[Recorded data]
__________________________________________________

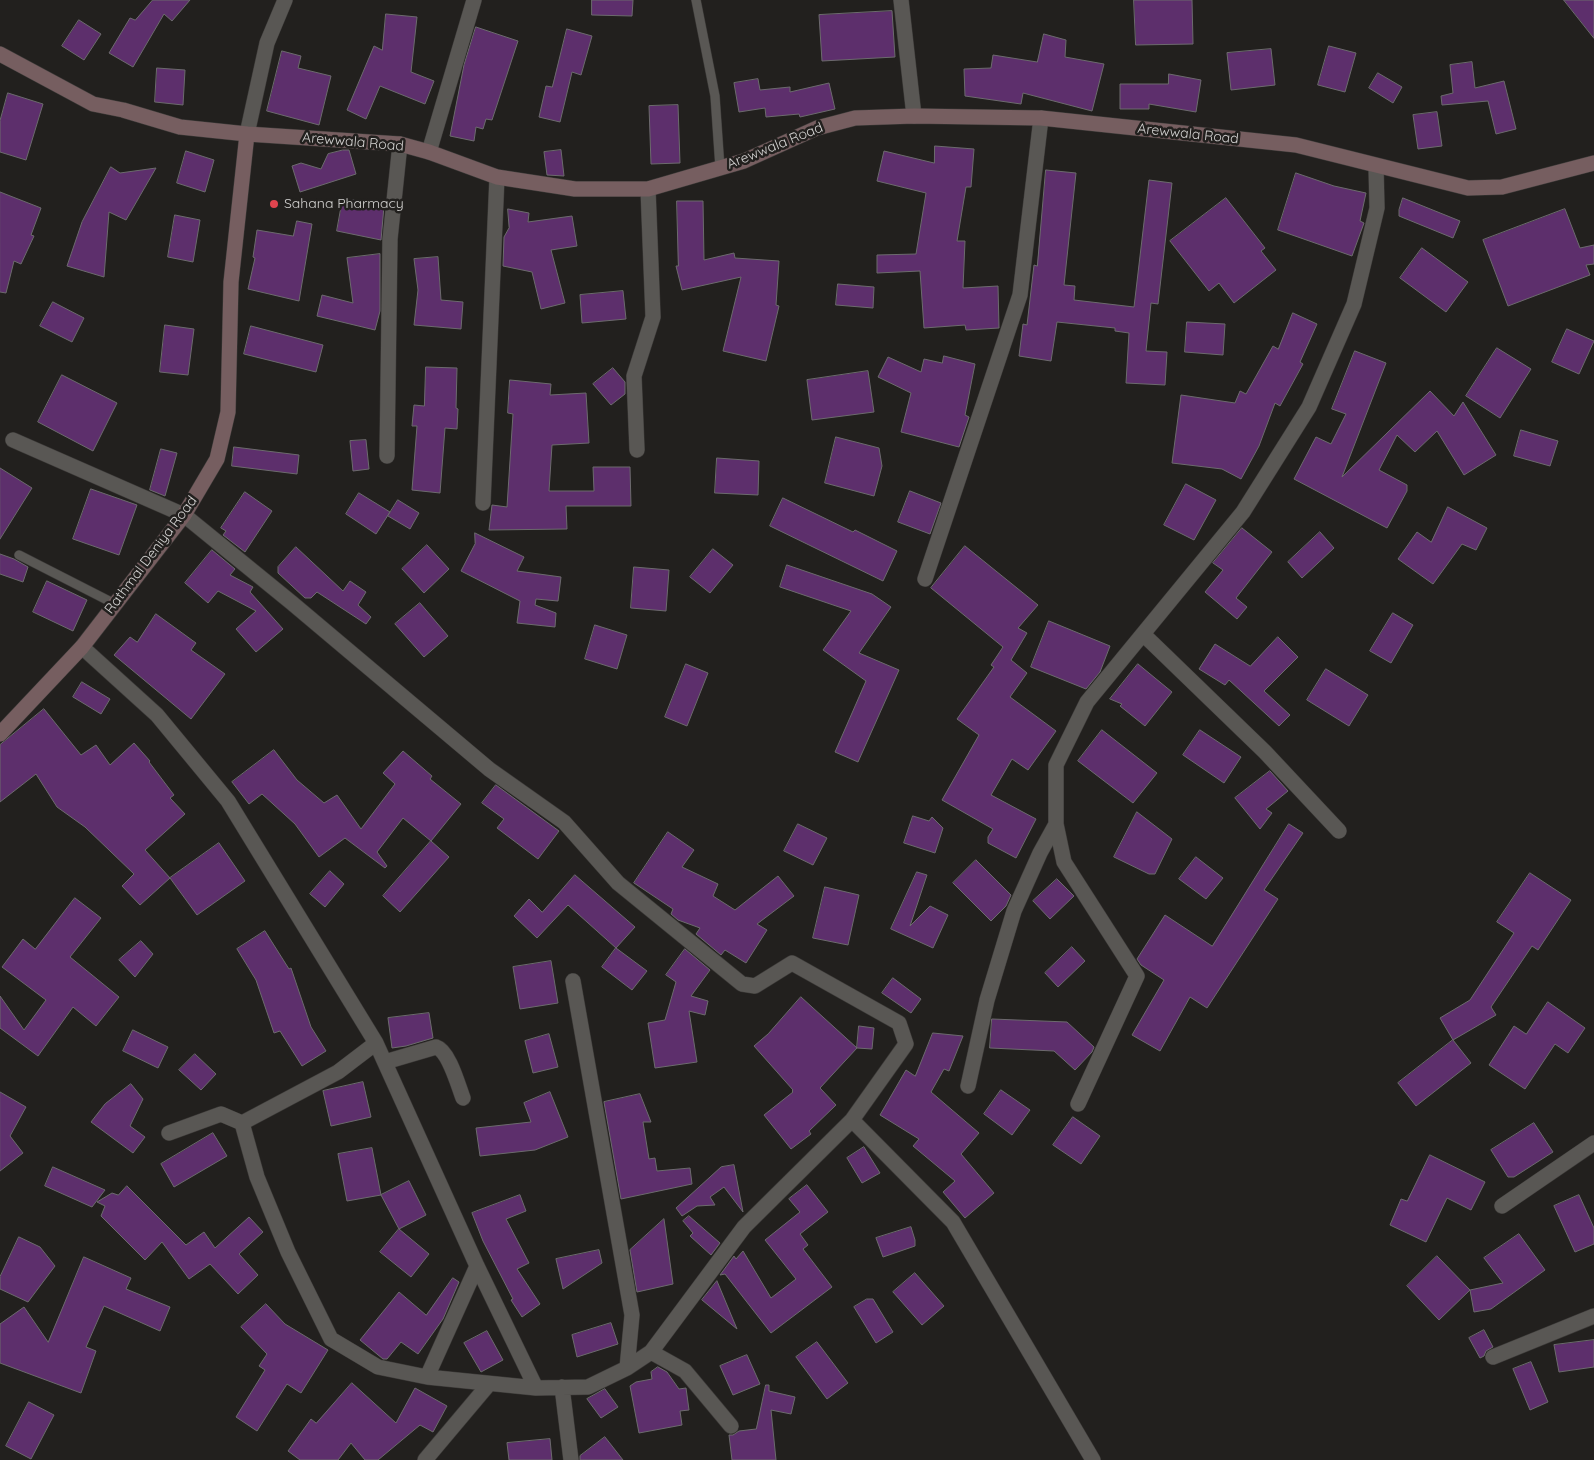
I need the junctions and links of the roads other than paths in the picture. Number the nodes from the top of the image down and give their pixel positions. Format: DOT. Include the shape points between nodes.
graph roads {
  1 [pos="285,0"];
  2 [pos="474,0"];
  3 [pos="696,0"];
  4 [pos="901,0"];
  5 [pos="0,54"];
  6 [pos="914,116"];
  7 [pos="1040,118"];
  8 [pos="247,134"];
  9 [pos="400,144"];
  10 [pos="429,152"];
  11 [pos="1594,162"];
  12 [pos="1376,166"];
  13 [pos="720,168"];
  14 [pos="497,178"];
  15 [pos="648,189"];
  16 [pos="13,440"];
  17 [pos="637,450"];
  18 [pos="387,456"];
  19 [pos="483,503"];
  20 [pos="184,515"];
  21 [pos="18,555"];
  22 [pos="925,580"];
  23 [pos="115,604"];
  24 [pos="1143,634"];
  25 [pos="82,647"];
  26 [pos="0,734"];
  27 [pos="1056,824"];
  28 [pos="1339,832"];
  29 [pos="573,982"];
  30 [pos="376,1043"];
  31 [pos="385,1062"];
  32 [pos="968,1086"];
  33 [pos="463,1098"];
  34 [pos="1078,1104"];
  35 [pos="852,1120"];
  36 [pos="242,1123"];
  37 [pos="169,1133"];
  38 [pos="1594,1143"];
  39 [pos="1502,1206"];
  40 [pos="477,1266"];
  41 [pos="1594,1316"];
  42 [pos="651,1352"];
  43 [pos="1493,1357"];
  44 [pos="627,1368"];
  45 [pos="427,1377"];
  46 [pos="489,1384"];
  47 [pos="562,1387"];
  48 [pos="536,1388"];
  49 [pos="730,1426"];
  50 [pos="425,1460"];
  51 [pos="571,1460"];
  52 [pos="1094,1460"];
  1 -- 8 [label="street" via="267,43"];
  2 -- 10 [label="street"];
  3 -- 13 [label="lane" via="715,96"];
  4 -- 6 [label="street"];
  5 -- 8 [label="street, Arewwala Road" via="93,104 180,127"];
  6 -- 7 [label="street, Arewwala Road"];
  6 -- 13 [label="street, Arewwala Road" via="854,118 817,128 744,161"];
  7 -- 12 [label="street, Arewwala Road" via="1296,145"];
  7 -- 22 [label="street" via="1020,295"];
  8 -- 9 [label="street, Arewwala Road"];
  8 -- 20 [label="street, Rathmal Deniya Road" via="231,282 228,412 217,459"];
  9 -- 10 [label="street, Arewwala Road"];
  9 -- 18 [label="street" via="390,239"];
  10 -- 14 [label="street, Arewwala Road"];
  11 -- 12 [label="street, Arewwala Road" via="1502,187 1468,188"];
  12 -- 24 [label="street" via="1377,208 1354,304 1309,407 1243,512"];
  13 -- 15 [label="street, Arewwala Road"];
  14 -- 15 [label="street, Arewwala Road" via="575,189"];
  14 -- 19 [label="street"];
  15 -- 17 [label="street" via="653,317 634,376"];
  16 -- 20 [label="street"];
  20 -- 23 [label="street, Rathmal Deniya Road"];
  20 -- 35 [label="street" via="489,769 564,822 618,883 742,984 755,986 792,963 899,1023 906,1044"];
  21 -- 23 [label="lane"];
  23 -- 25 [label="street, Rathmal Deniya Road"];
  24 -- 27 [label="street" via="1087,702 1056,765"];
  24 -- 28 [label="street" via="1265,752"];
  25 -- 26 [label="street, Rathmal Deniya Road"];
  25 -- 30 [label="street" via="157,715 228,801"];
  27 -- 32 [label="street" via="1014,911 987,1000"];
  27 -- 34 [label="street" via="1064,862 1137,976"];
  29 -- 44 [label="street" via="632,1315"];
  30 -- 31 [label="street"];
  30 -- 36 [label="street" via="338,1072"];
  31 -- 33 [label="street" via="441,1048"];
  31 -- 40 [label="street"];
  35 -- 42 [label="street" via="744,1227"];
  35 -- 52 [label="street" via="953,1222"];
  36 -- 37 [label="street" via="221,1114"];
  36 -- 45 [label="street" via="256,1177 331,1339 378,1367"];
  38 -- 39 [label="street"];
  40 -- 45 [label="street"];
  40 -- 48 [label="street"];
  41 -- 43 [label="street"];
  42 -- 44 [label="street"];
  42 -- 49 [label="street" via="685,1371"];
  44 -- 47 [label="street" via="588,1387"];
  45 -- 46 [label="street"];
  46 -- 48 [label="street"];
  46 -- 50 [label="street"];
  47 -- 48 [label="street"];
  47 -- 51 [label="street"];
}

__________________________________________________

> _INSTRUCTIONS TO FOLLOW_
Whenever the word "Arewwala" appears in a line above, copy that line.

> _RESPONSE_
  5 -- 8 [label="street, Arewwala Road" via="93,104 180,127"];
  6 -- 7 [label="street, Arewwala Road"];
  6 -- 13 [label="street, Arewwala Road" via="854,118 817,128 744,161"];
  7 -- 12 [label="street, Arewwala Road" via="1296,145"];
  8 -- 9 [label="street, Arewwala Road"];
  9 -- 10 [label="street, Arewwala Road"];
  10 -- 14 [label="street, Arewwala Road"];
  11 -- 12 [label="street, Arewwala Road" via="1502,187 1468,188"];
  13 -- 15 [label="street, Arewwala Road"];
  14 -- 15 [label="street, Arewwala Road" via="575,189"];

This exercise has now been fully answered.